Exercise requirements.
Copy the records below exactly, but leave out any picture they contain.

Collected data
■ ■ ■

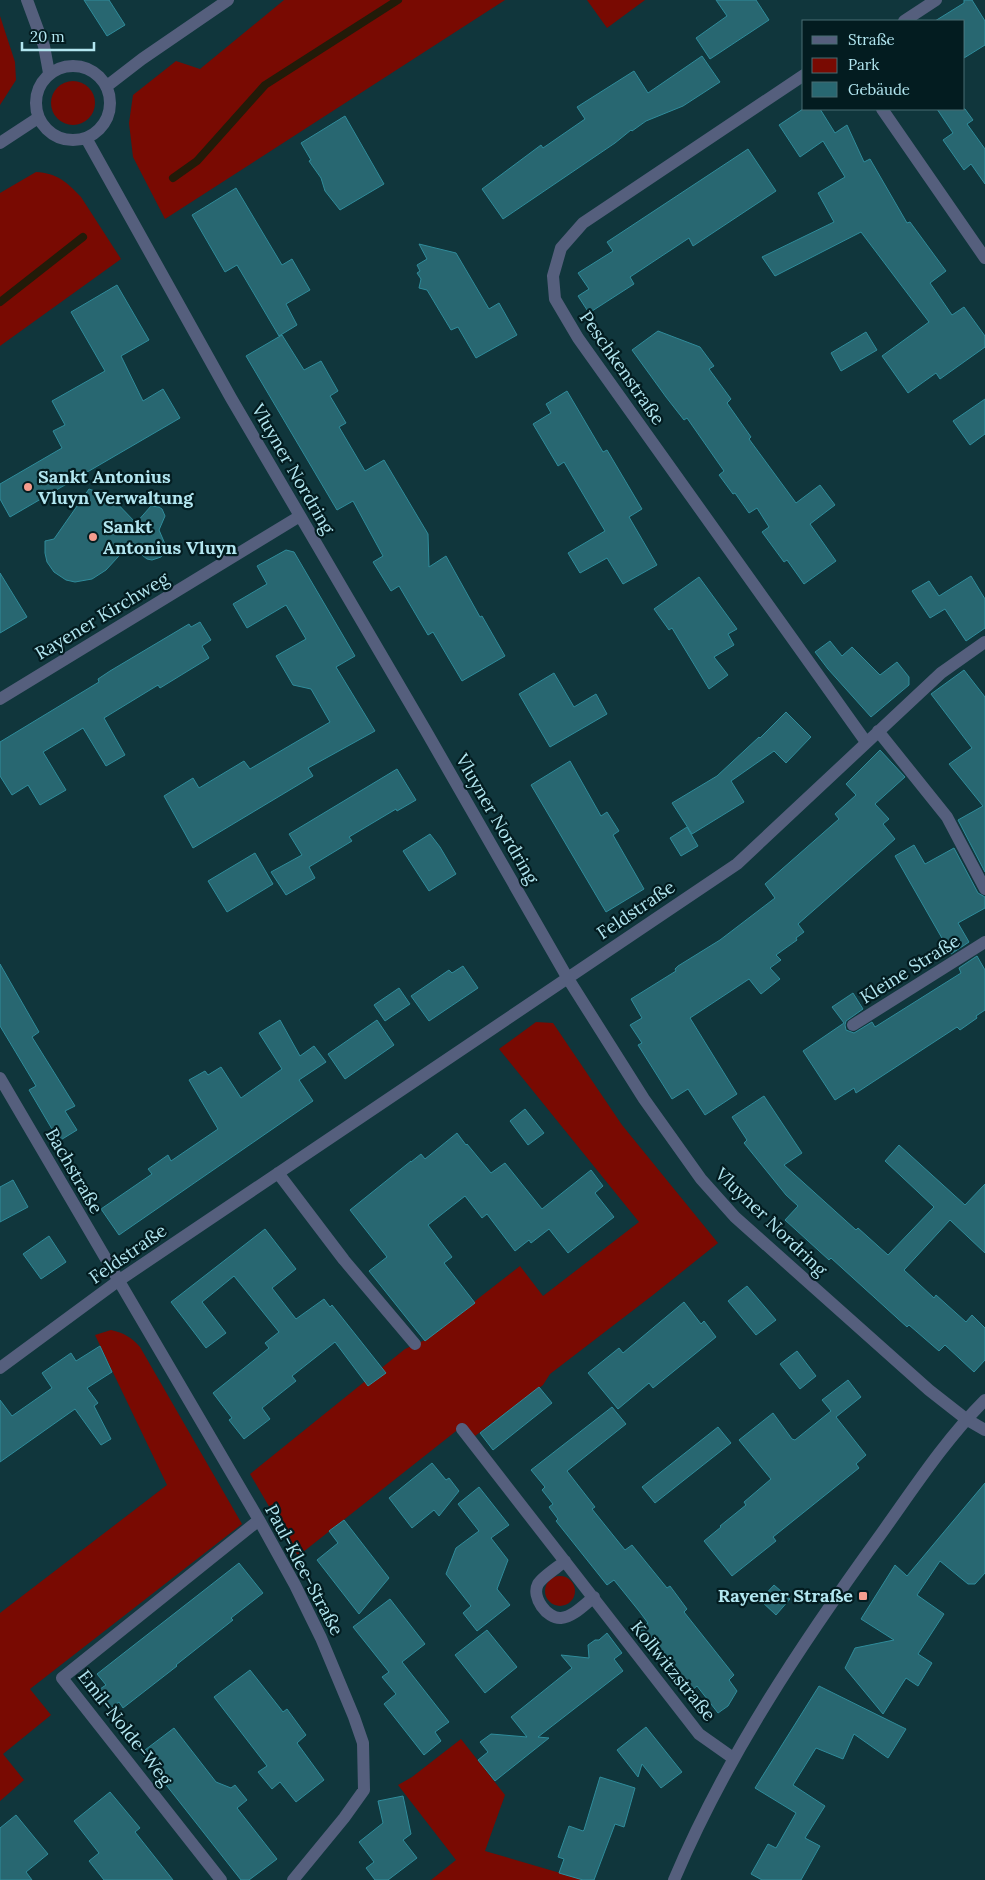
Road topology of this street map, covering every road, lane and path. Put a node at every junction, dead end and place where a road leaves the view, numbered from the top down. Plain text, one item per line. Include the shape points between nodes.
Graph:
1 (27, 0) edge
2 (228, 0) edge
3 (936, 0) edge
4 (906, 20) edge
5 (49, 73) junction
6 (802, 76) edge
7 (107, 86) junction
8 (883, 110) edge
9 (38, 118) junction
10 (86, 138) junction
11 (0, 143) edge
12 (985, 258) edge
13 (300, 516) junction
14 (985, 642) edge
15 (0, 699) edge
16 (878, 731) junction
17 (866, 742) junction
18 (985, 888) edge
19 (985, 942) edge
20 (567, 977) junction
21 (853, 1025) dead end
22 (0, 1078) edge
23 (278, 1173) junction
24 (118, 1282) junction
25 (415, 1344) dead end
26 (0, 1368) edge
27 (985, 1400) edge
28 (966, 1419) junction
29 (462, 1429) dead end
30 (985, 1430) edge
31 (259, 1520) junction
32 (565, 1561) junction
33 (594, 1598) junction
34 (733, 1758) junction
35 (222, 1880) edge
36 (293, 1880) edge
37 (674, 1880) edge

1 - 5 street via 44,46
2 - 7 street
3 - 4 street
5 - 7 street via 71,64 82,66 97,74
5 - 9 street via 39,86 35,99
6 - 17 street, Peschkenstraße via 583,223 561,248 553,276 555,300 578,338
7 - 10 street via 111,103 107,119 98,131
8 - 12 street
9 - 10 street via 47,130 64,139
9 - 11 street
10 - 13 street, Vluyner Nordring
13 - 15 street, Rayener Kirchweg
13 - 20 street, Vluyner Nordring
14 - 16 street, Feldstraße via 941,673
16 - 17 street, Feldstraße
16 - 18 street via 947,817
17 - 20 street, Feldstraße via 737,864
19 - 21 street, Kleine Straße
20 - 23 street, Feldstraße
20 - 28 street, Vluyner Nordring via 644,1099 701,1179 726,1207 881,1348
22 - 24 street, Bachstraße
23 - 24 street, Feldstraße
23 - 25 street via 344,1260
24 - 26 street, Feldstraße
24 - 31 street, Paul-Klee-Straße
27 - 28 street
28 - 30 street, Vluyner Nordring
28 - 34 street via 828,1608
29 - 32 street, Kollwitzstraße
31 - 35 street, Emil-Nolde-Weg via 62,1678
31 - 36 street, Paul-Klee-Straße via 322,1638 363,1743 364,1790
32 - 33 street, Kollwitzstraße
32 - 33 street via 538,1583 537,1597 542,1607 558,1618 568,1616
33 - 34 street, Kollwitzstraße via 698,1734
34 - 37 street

■ ■ ■

Result of this exercise.
Road topology of this street map, covering every road, lane and path. Put a node at every junction, dead end and place where a road leaves the view, numbered from the top down. Plain text, one item per line. Include the shape points between nodes.
Graph:
1 (27, 0) edge
2 (228, 0) edge
3 (936, 0) edge
4 (906, 20) edge
5 (49, 73) junction
6 (802, 76) edge
7 (107, 86) junction
8 (883, 110) edge
9 (38, 118) junction
10 (86, 138) junction
11 (0, 143) edge
12 (985, 258) edge
13 (300, 516) junction
14 (985, 642) edge
15 (0, 699) edge
16 (878, 731) junction
17 (866, 742) junction
18 (985, 888) edge
19 (985, 942) edge
20 (567, 977) junction
21 (853, 1025) dead end
22 (0, 1078) edge
23 (278, 1173) junction
24 (118, 1282) junction
25 (415, 1344) dead end
26 (0, 1368) edge
27 (985, 1400) edge
28 (966, 1419) junction
29 (462, 1429) dead end
30 (985, 1430) edge
31 (259, 1520) junction
32 (565, 1561) junction
33 (594, 1598) junction
34 (733, 1758) junction
35 (222, 1880) edge
36 (293, 1880) edge
37 (674, 1880) edge

1 - 5 street via 44,46
2 - 7 street
3 - 4 street
5 - 7 street via 71,64 82,66 97,74
5 - 9 street via 39,86 35,99
6 - 17 street, Peschkenstraße via 583,223 561,248 553,276 555,300 578,338
7 - 10 street via 111,103 107,119 98,131
8 - 12 street
9 - 10 street via 47,130 64,139
9 - 11 street
10 - 13 street, Vluyner Nordring
13 - 15 street, Rayener Kirchweg
13 - 20 street, Vluyner Nordring
14 - 16 street, Feldstraße via 941,673
16 - 17 street, Feldstraße
16 - 18 street via 947,817
17 - 20 street, Feldstraße via 737,864
19 - 21 street, Kleine Straße
20 - 23 street, Feldstraße
20 - 28 street, Vluyner Nordring via 644,1099 701,1179 726,1207 881,1348
22 - 24 street, Bachstraße
23 - 24 street, Feldstraße
23 - 25 street via 344,1260
24 - 26 street, Feldstraße
24 - 31 street, Paul-Klee-Straße
27 - 28 street
28 - 30 street, Vluyner Nordring
28 - 34 street via 828,1608
29 - 32 street, Kollwitzstraße
31 - 35 street, Emil-Nolde-Weg via 62,1678
31 - 36 street, Paul-Klee-Straße via 322,1638 363,1743 364,1790
32 - 33 street, Kollwitzstraße
32 - 33 street via 538,1583 537,1597 542,1607 558,1618 568,1616
33 - 34 street, Kollwitzstraße via 698,1734
34 - 37 street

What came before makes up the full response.